→ **Problem to solve**:
For each line in the data below that has the word "Majoral", copy that line.

→ **Stored data**:
* * * * * * * * *
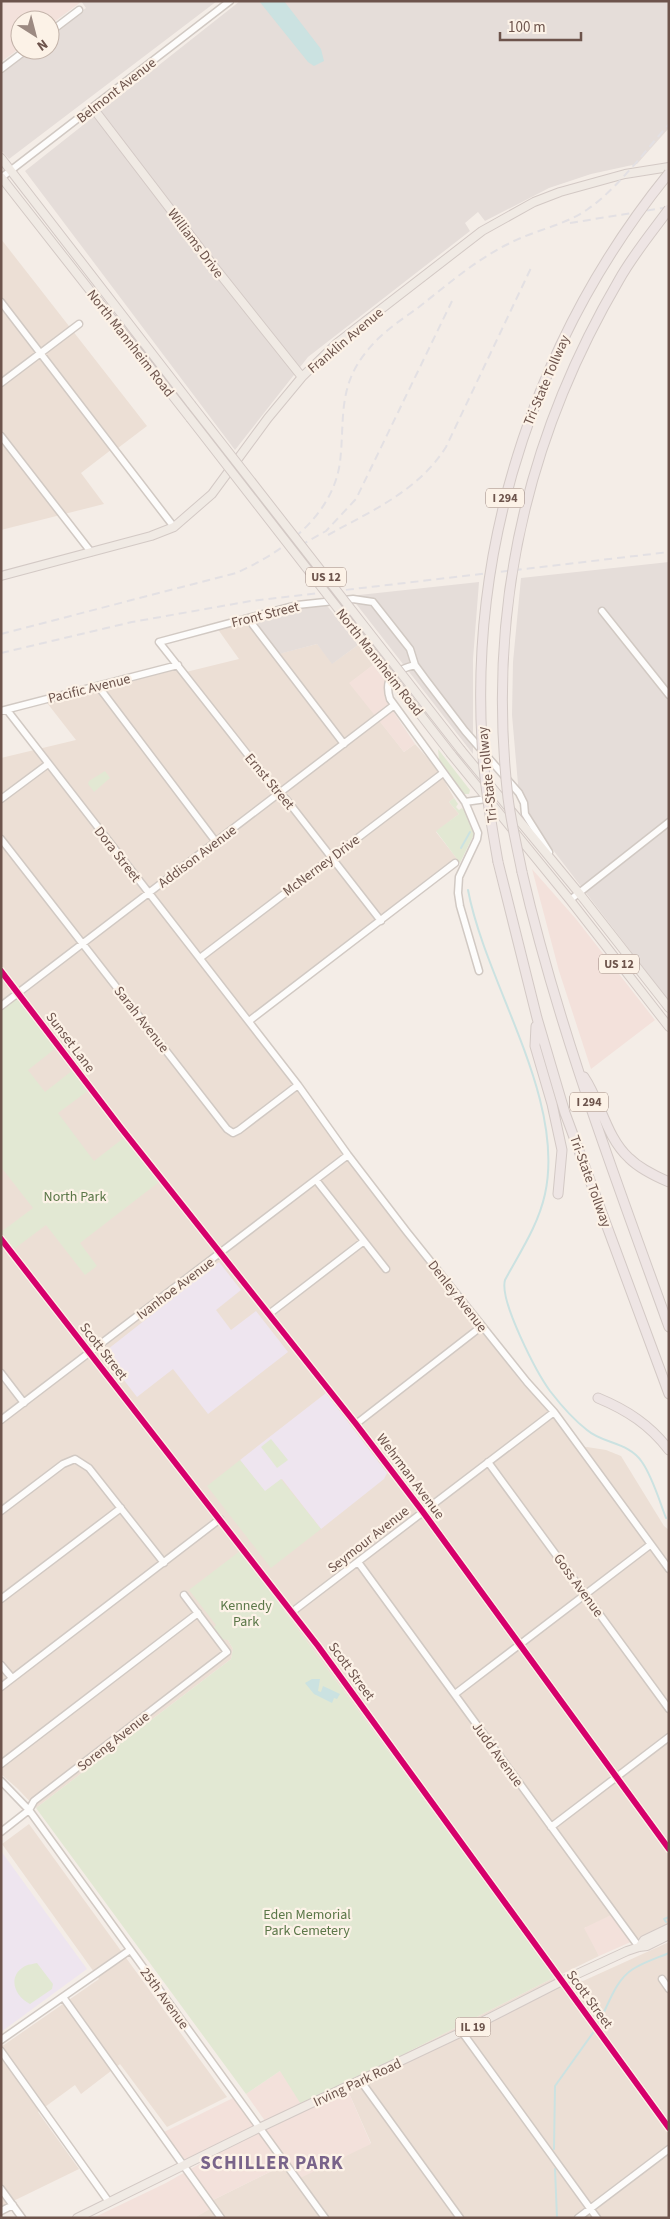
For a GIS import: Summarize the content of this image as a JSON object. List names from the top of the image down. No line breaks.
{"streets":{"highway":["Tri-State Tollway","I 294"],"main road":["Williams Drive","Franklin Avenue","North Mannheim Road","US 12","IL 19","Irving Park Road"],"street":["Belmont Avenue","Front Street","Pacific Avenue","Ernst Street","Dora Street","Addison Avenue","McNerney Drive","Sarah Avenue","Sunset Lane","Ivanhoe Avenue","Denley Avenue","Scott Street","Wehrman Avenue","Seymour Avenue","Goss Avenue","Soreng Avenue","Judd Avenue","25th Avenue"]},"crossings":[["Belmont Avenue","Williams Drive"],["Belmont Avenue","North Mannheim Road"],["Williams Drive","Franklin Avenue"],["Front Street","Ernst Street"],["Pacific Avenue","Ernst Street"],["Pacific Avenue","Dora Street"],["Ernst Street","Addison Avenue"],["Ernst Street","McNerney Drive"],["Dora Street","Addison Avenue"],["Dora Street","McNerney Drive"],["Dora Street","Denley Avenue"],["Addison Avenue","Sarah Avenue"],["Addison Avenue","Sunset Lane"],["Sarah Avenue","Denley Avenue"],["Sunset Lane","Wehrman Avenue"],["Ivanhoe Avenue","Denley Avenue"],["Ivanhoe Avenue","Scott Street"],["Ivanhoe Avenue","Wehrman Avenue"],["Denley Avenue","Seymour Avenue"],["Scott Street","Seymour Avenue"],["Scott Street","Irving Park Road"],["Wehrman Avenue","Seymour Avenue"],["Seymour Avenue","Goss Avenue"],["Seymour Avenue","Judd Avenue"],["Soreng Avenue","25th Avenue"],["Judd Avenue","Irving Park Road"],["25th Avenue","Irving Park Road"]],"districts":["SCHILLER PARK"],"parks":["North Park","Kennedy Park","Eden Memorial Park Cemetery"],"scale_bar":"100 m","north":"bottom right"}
* * * * * * * * *
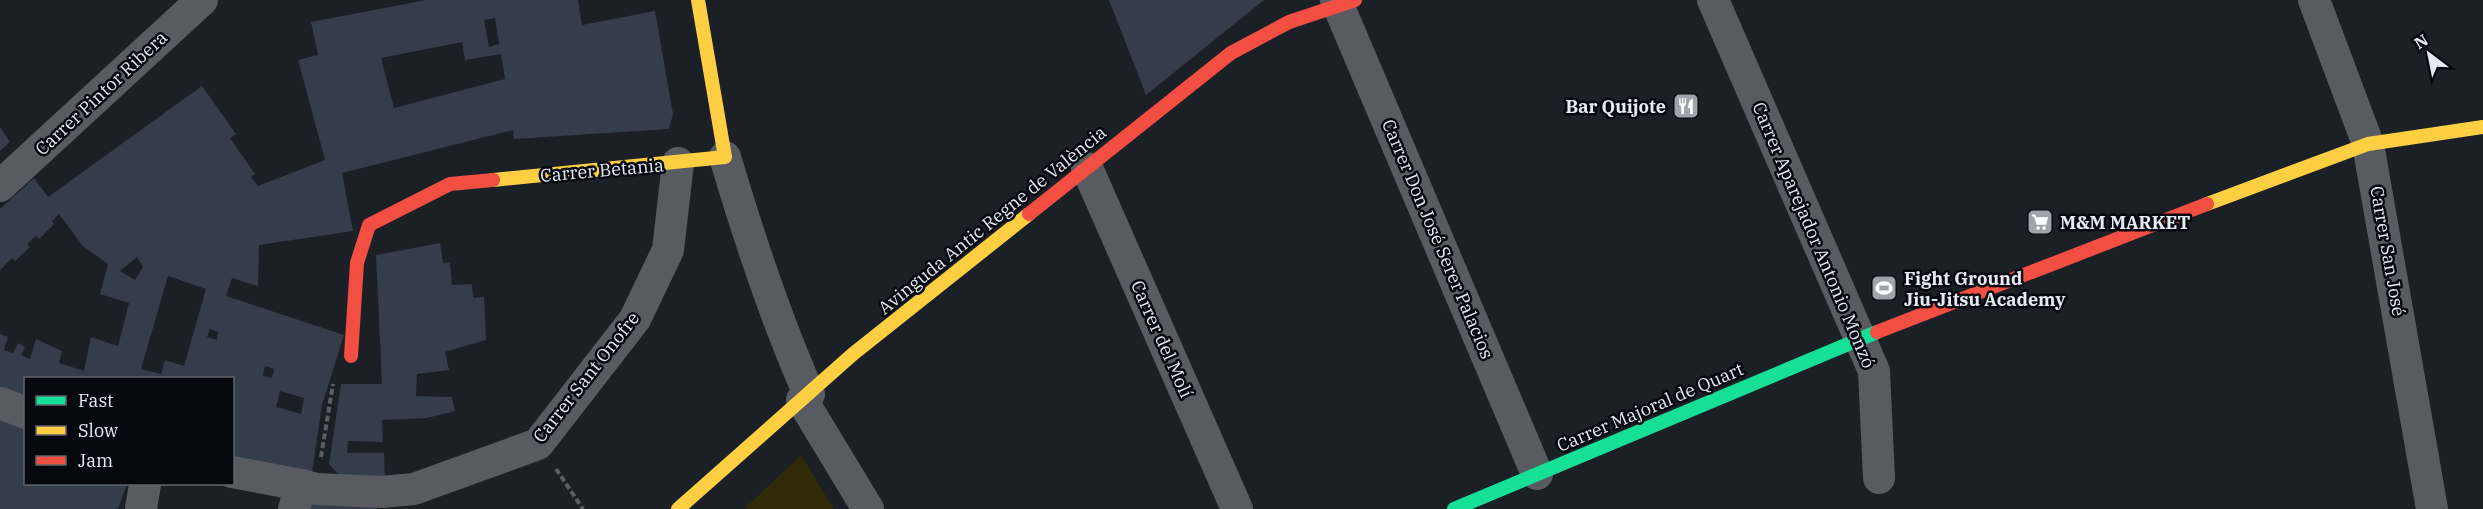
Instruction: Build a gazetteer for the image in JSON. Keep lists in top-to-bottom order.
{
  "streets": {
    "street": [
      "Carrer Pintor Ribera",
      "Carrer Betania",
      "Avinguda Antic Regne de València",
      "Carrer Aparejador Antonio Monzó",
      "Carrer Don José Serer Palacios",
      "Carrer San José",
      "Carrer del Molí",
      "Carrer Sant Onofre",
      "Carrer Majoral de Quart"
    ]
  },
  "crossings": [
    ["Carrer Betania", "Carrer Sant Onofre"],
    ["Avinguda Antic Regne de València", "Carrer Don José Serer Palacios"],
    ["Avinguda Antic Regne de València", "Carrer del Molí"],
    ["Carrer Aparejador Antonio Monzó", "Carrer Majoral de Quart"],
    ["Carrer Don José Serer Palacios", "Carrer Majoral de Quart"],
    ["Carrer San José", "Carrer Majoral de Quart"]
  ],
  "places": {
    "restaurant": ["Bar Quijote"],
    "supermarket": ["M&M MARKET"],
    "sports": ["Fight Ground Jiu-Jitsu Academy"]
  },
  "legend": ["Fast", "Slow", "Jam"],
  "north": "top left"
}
* * * * * * * * *
→ **Solution to this problem**:
      "Carrer Majoral de Quart"
    ["Carrer Aparejador Antonio Monzó", "Carrer Majoral de Quart"],
    ["Carrer Don José Serer Palacios", "Carrer Majoral de Quart"],
    ["Carrer San José", "Carrer Majoral de Quart"]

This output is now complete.